*DIRECTIONS*:
Extract all lines that hold "links" from the records below.

(Dataset entries)
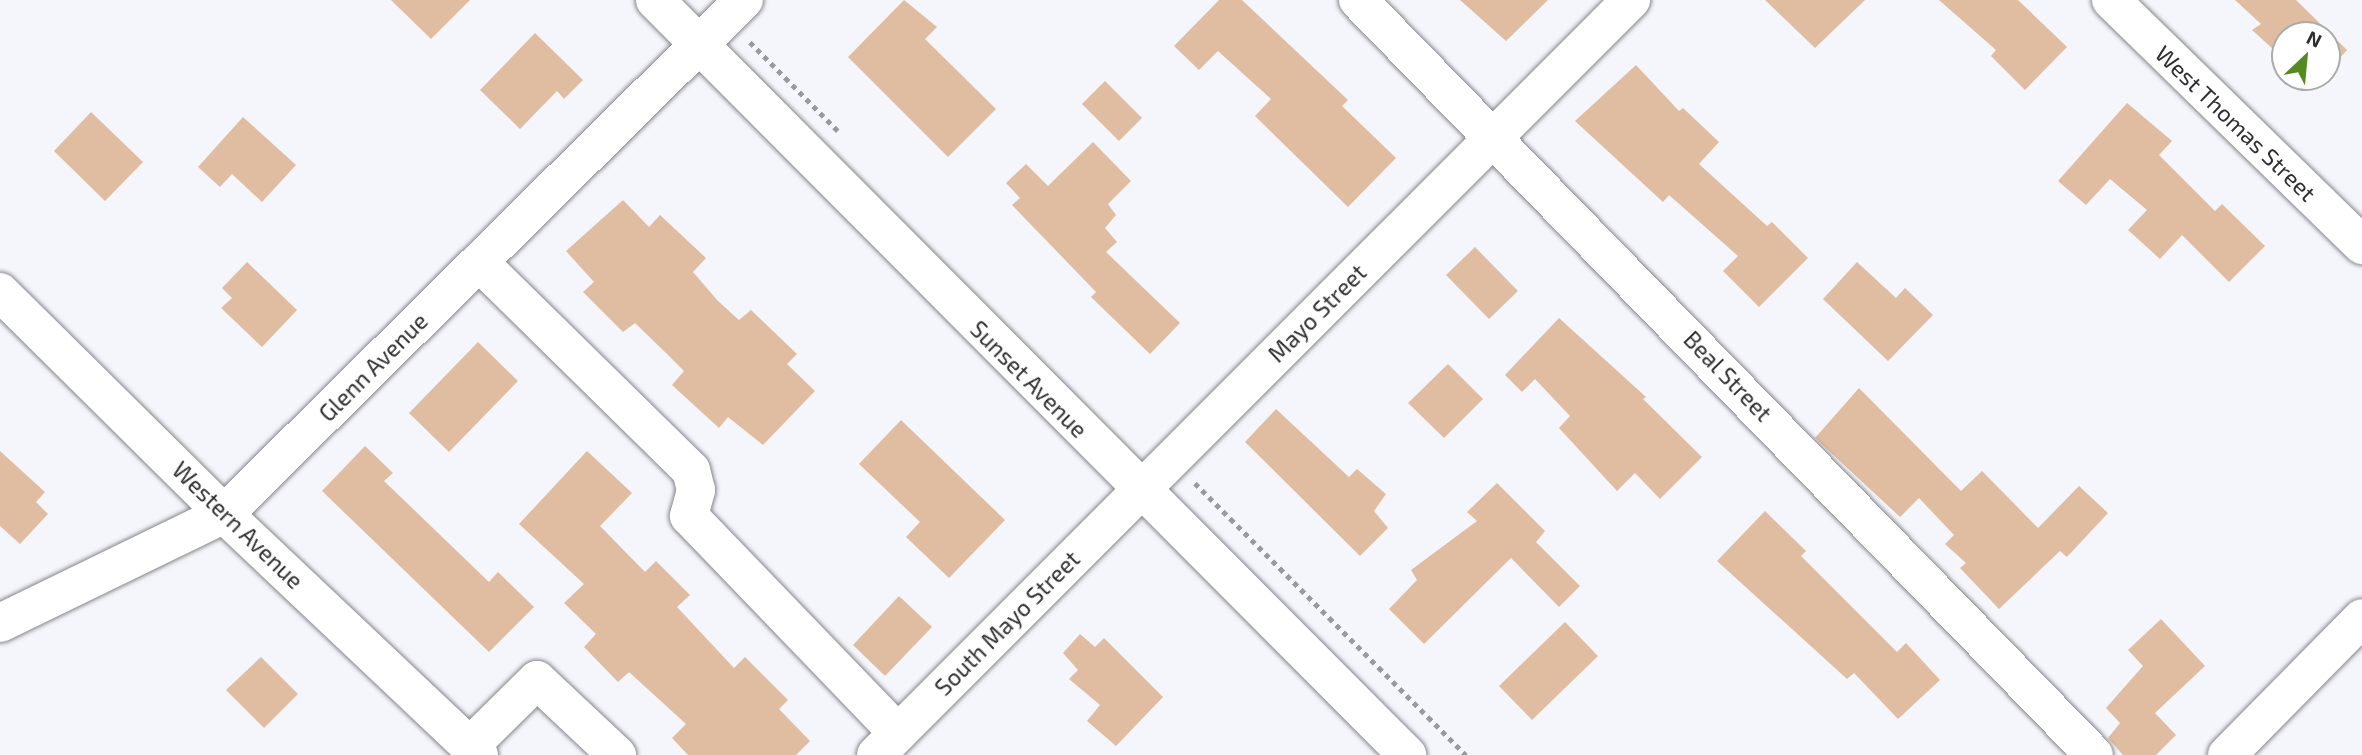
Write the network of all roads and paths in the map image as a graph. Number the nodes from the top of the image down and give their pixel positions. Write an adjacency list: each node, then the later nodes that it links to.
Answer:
1 (655, 0): 6 (street, Sunset Avenue)
2 (744, 0): 6 (street, Glenn Avenue)
3 (1358, 0): 7 (street, Beal Street)
4 (1631, 0): 7 (street, Mayo Street)
5 (2111, 0): 8 (street, West Thomas Street)
6 (699, 45): 9 (street, Glenn Avenue); 12 (street, Sunset Avenue)
7 (1496, 137): 12 (street, Mayo Street); 21 (street, Beal Street)
8 (2362, 245)
9 (480, 262): 13 (street, Glenn Avenue); 16 (street)
10 (0, 292): 13 (street, Western Avenue)
11 (1194, 482): 20 (path)
12 (1139, 490): 16 (street, South Mayo Street); 19 (street, Sunset Avenue)
13 (224, 514): 15 (street, Glenn Avenue); 17 (street, Western Avenue)
14 (2362, 618): 22 (street)
15 (0, 623)
16 (887, 744)
17 (474, 751): 18 (street)
18 (617, 755)
19 (1407, 755)
20 (1466, 755)
21 (2094, 755)
22 (2227, 755)

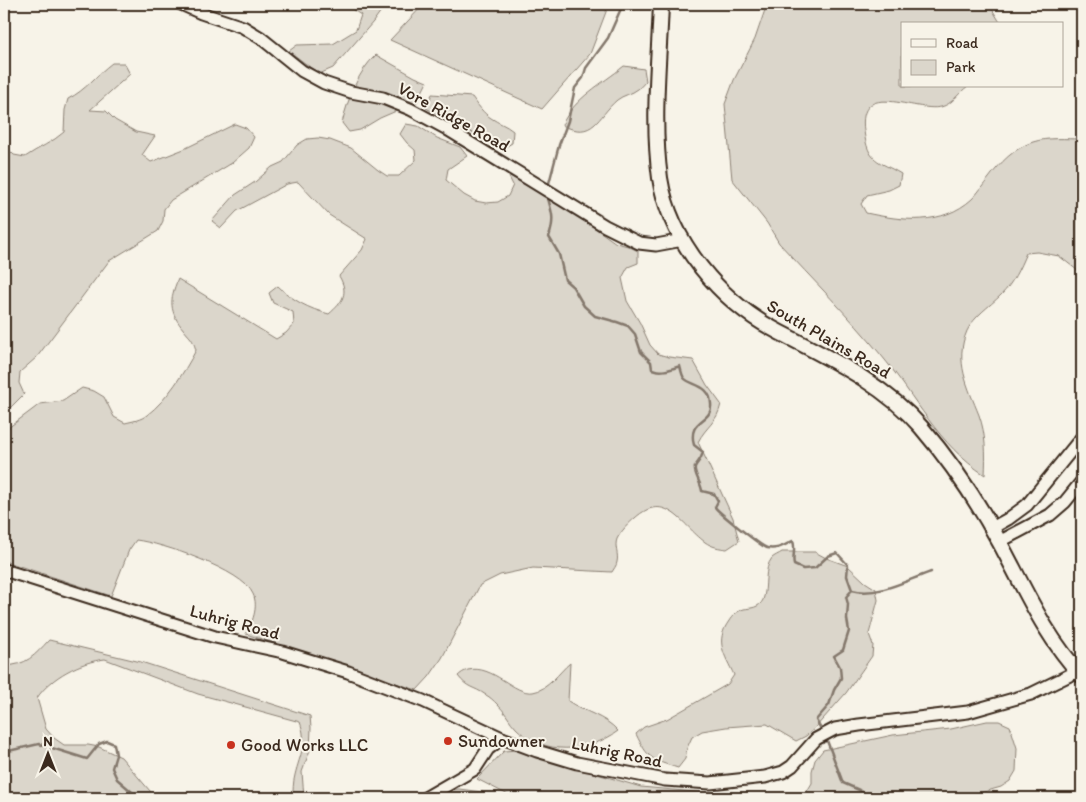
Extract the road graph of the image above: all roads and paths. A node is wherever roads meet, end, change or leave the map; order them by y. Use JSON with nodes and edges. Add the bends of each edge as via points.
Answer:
{"nodes":[{"id":1,"x":181,"y":4,"type":"edge"},
{"id":2,"x":661,"y":4,"type":"edge"},
{"id":3,"x":683,"y":240,"type":"junction"},
{"id":4,"x":1082,"y":436,"type":"edge"},
{"id":5,"x":1082,"y":481,"type":"edge"},
{"id":6,"x":992,"y":528,"type":"junction"},
{"id":7,"x":999,"y":542,"type":"junction"},
{"id":8,"x":4,"y":570,"type":"edge"},
{"id":9,"x":1080,"y":673,"type":"edge"},
{"id":10,"x":502,"y":738,"type":"junction"},
{"id":11,"x":425,"y":798,"type":"edge"}],
"edges":[{"from":1,"to":3,"type":"street","name":"Vore Ridge Road","via":[[243,27],[302,71],[324,82],[410,109],[639,243],[656,245]]},
{"from":2,"to":3,"type":"main road","name":"South Plains Road","via":[[657,144],[666,202]]},
{"from":3,"to":6,"type":"main road","name":"South Plains Road","via":[[701,268],[748,314],[862,378],[911,416]]},
{"from":4,"to":6,"type":"street","via":[[1027,505]]},
{"from":5,"to":7,"type":"street","via":[[1050,515]]},
{"from":6,"to":7,"type":"main road","name":"South Plains Road"},
{"from":7,"to":9,"type":"main road","name":"South Plains Road","via":[[1041,622]]},
{"from":8,"to":10,"type":"street","name":"Luhrig Road","via":[[215,637],[283,652],[348,672],[423,701]]},
{"from":9,"to":10,"type":"street","name":"Luhrig Road","via":[[1031,694],[968,712],[835,729],[816,739],[792,766],[765,777],[710,783],[665,780],[594,766]]},
{"from":10,"to":11,"type":"street","via":[[488,749],[475,769]]}]}
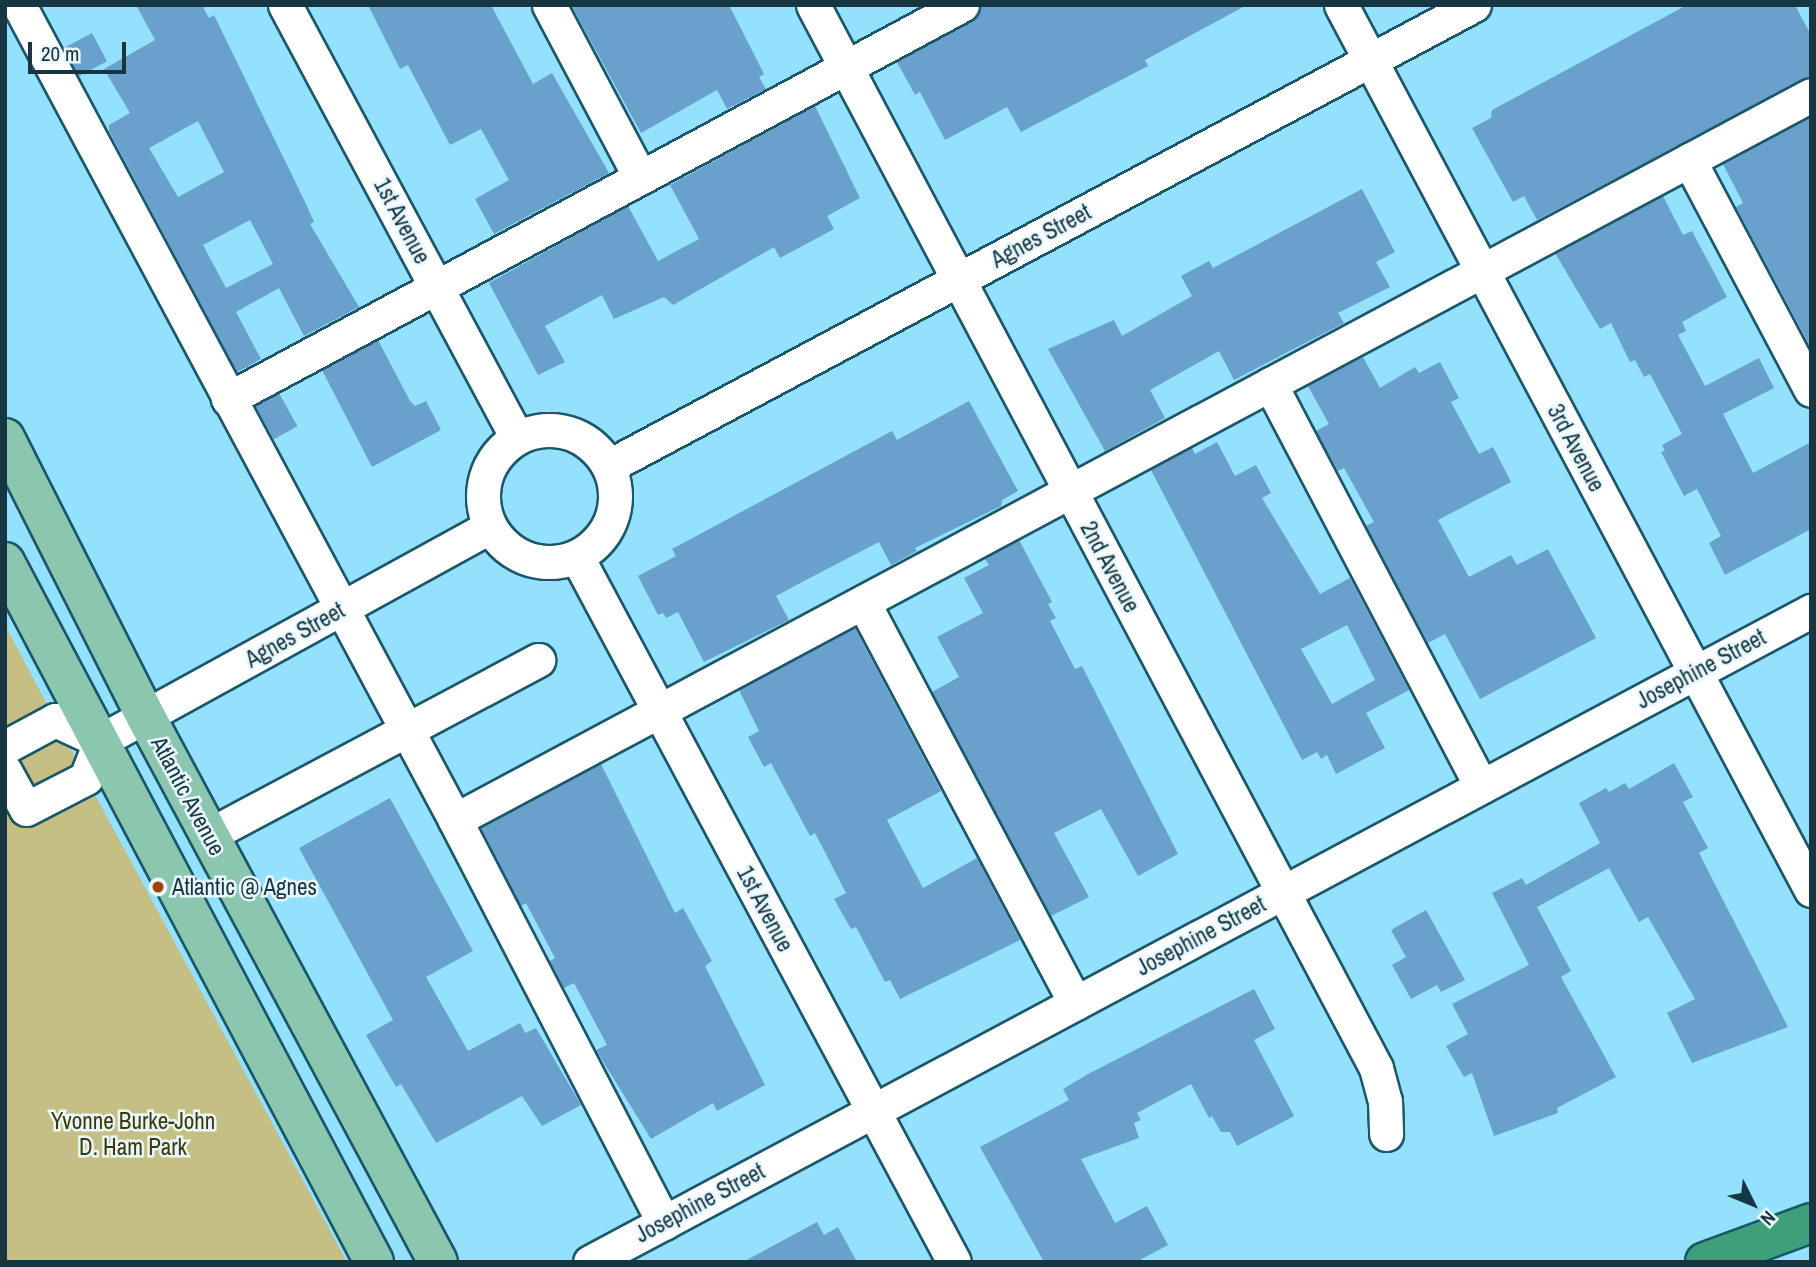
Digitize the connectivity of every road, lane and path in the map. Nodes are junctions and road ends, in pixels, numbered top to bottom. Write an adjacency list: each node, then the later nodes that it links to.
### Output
1 (19, 5): 18 (street)
2 (285, 5): 15 (street, 1st Avenue)
3 (549, 5): 12 (street)
4 (813, 5): 9 (street, 2nd Avenue)
5 (962, 5): 9 (street)
6 (1341, 5): 8 (street, 3rd Avenue)
7 (1474, 5): 8 (street, Agnes Street)
8 (1370, 60): 13 (street, 3rd Avenue); 14 (street, Agnes Street)
9 (846, 67): 12 (street); 14 (street, 2nd Avenue)
10 (1811, 95): 11 (street)
11 (1689, 160): 13 (street); 17 (street)
12 (640, 177): 15 (street)
13 (1482, 271): 16 (street); 30 (street, 3rd Avenue)
14 (959, 280): 21 (street, Agnes Street); 22 (street, 2nd Avenue)
15 (437, 287): 18 (street); 20 (street, 1st Avenue)
16 (1270, 384): 22 (street); 37 (street)
17 (1811, 390)
18 (228, 398): 27 (street)
19 (5, 438): 32 (main road, Atlantic Avenue)
20 (517, 438): 21 (street); 23 (street)
21 (609, 466): 24 (street)
22 (1070, 491): 26 (street); 41 (street, 2nd Avenue)
23 (490, 527): 24 (street); 27 (street, Agnes Street)
24 (577, 557): 31 (street, 1st Avenue)
25 (5, 562): 34 (main road)
26 (863, 602): 31 (street); 42 (street)
27 (340, 610): 32 (street, Agnes Street); 33 (street)
28 (1811, 611): 30 (street, Josephine Street)
29 (537, 660): 33 (street)
30 (1695, 672): 37 (street, Josephine Street); 40 (street, 3rd Avenue)
31 (659, 711): 38 (street); 43 (street, 1st Avenue)
32 (146, 717): 34 (street, Agnes Street); 39 (main road, Atlantic Avenue)
33 (404, 731): 38 (street); 39 (street)
34 (100, 741): 35 (street); 36 (street); 47 (main road)
35 (5, 747)
36 (5, 771)
37 (1482, 786): 41 (street, Josephine Street)
38 (455, 820): 45 (street)
39 (209, 835): 48 (main road, Atlantic Avenue)
40 (1811, 890)
41 (1283, 892): 42 (street, Josephine Street); 44 (street, 2nd Avenue)
42 (1075, 1003): 43 (street, Josephine Street)
43 (873, 1111): 45 (street, Josephine Street); 50 (street, 1st Avenue)
44 (1386, 1134)
45 (664, 1223): 49 (street, Josephine Street)
46 (1811, 1223): 51 (highway)
47 (374, 1262)
48 (438, 1262)
49 (590, 1262)
50 (954, 1262)
51 (1706, 1262)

*EXERCISE OUTPUT*:
Write the network of all roads and paths in the map image as a graph. Number the nodes from the top of the image down and give their pixel positions. Write an adjacency list: each node, then the later nodes that it links to.
Digitize the connectivity of every road, lane and path in the map. Nodes are junctions and road ends, in pixels, numbered top to bottom. Write an adjacency list: each node, then the later nodes that it links to.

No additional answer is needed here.